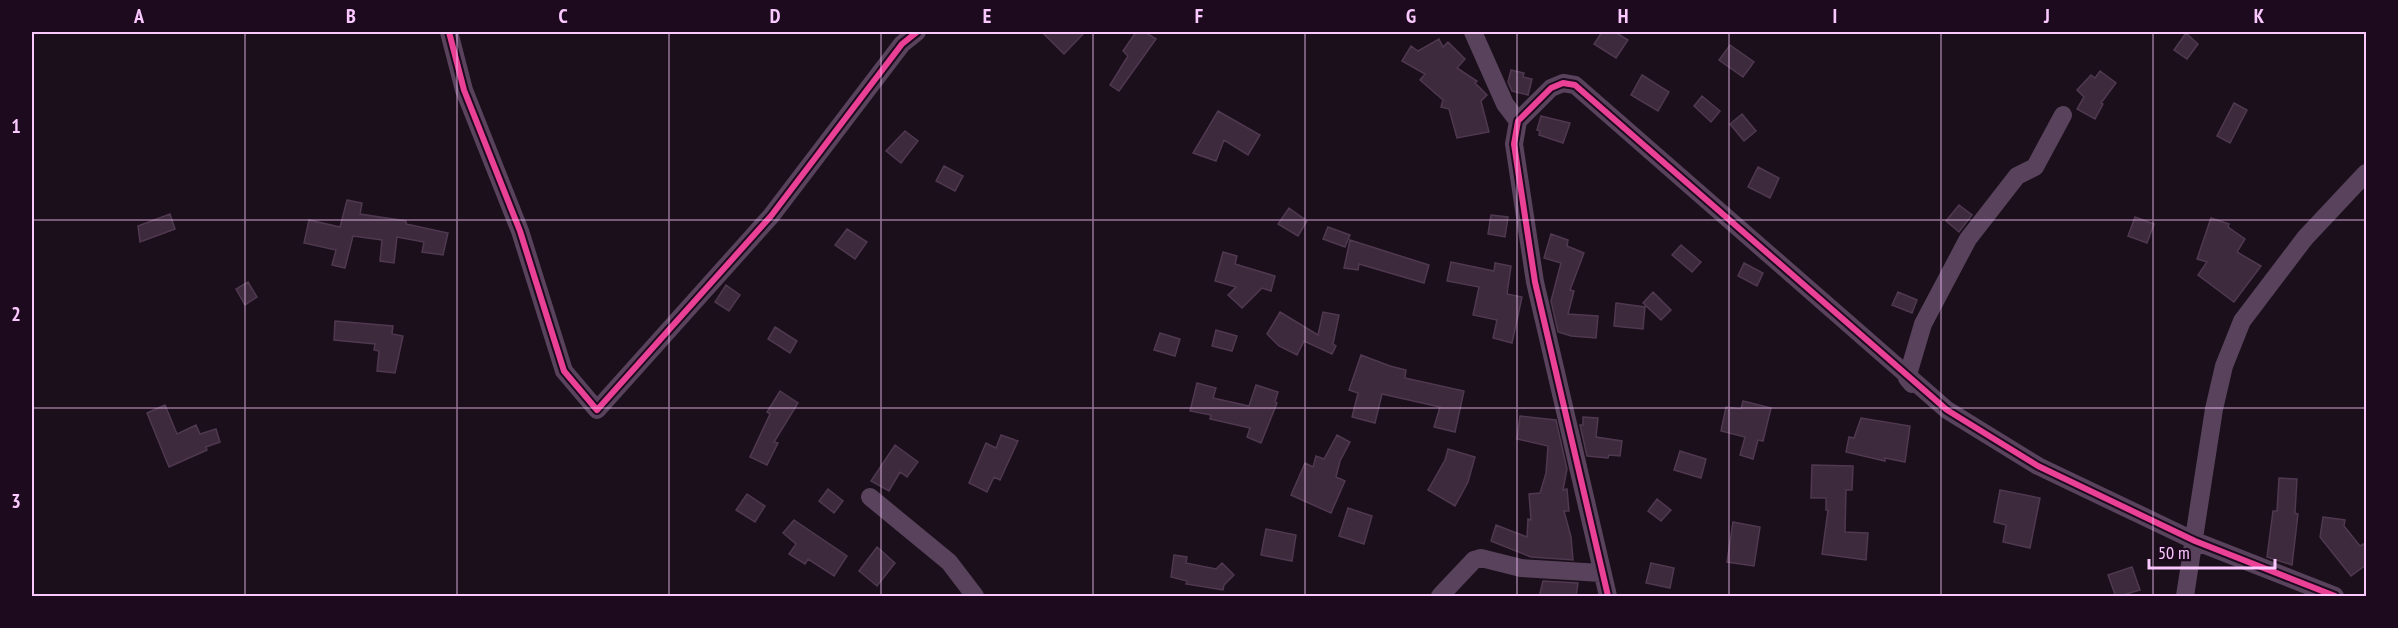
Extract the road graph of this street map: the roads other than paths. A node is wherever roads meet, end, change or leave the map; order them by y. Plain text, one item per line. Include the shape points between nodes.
1 (449, 32) edge
2 (917, 32) edge
3 (1473, 32) edge
4 (2063, 115) dead end
5 (1518, 121) junction
6 (2367, 173) edge
7 (1932, 408) dead end
8 (870, 498) dead end
9 (2195, 541) junction
10 (1601, 573) junction
11 (2314, 593) edge
12 (975, 597) edge
13 (1440, 597) edge
14 (1608, 597) edge
15 (2186, 597) edge
16 (2335, 597) edge

1 - 2 street via 464,90 520,231 564,371 597,410 771,216 902,44
3 - 5 street via 1505,104
4 - 7 street via 2035,167 2017,176 1968,239 1923,324 1907,378
5 - 9 street via 1551,88 1563,83 1575,85 1947,410 2038,466
5 - 10 street via 1514,144 1535,282
6 - 9 street via 2305,238 2242,321 2224,366 2214,409
8 - 12 street via 949,562
9 - 11 street
9 - 15 street
10 - 13 street via 1521,567 1481,558 1474,560
10 - 14 street
11 - 16 street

__________________________________________________

- EXERCISE DIRECTIONS -
Make an exact copy of the listing. Do not carry over its pictures.

- SOLUTION TO THIS PROBLEM -
Extract the road graph of this street map: the roads other than paths. A node is wherever roads meet, end, change or leave the map; order them by y. Plain text, one item per line. Include the shape points between nodes.
1 (449, 32) edge
2 (917, 32) edge
3 (1473, 32) edge
4 (2063, 115) dead end
5 (1518, 121) junction
6 (2367, 173) edge
7 (1932, 408) dead end
8 (870, 498) dead end
9 (2195, 541) junction
10 (1601, 573) junction
11 (2314, 593) edge
12 (975, 597) edge
13 (1440, 597) edge
14 (1608, 597) edge
15 (2186, 597) edge
16 (2335, 597) edge

1 - 2 street via 464,90 520,231 564,371 597,410 771,216 902,44
3 - 5 street via 1505,104
4 - 7 street via 2035,167 2017,176 1968,239 1923,324 1907,378
5 - 9 street via 1551,88 1563,83 1575,85 1947,410 2038,466
5 - 10 street via 1514,144 1535,282
6 - 9 street via 2305,238 2242,321 2224,366 2214,409
8 - 12 street via 949,562
9 - 11 street
9 - 15 street
10 - 13 street via 1521,567 1481,558 1474,560
10 - 14 street
11 - 16 street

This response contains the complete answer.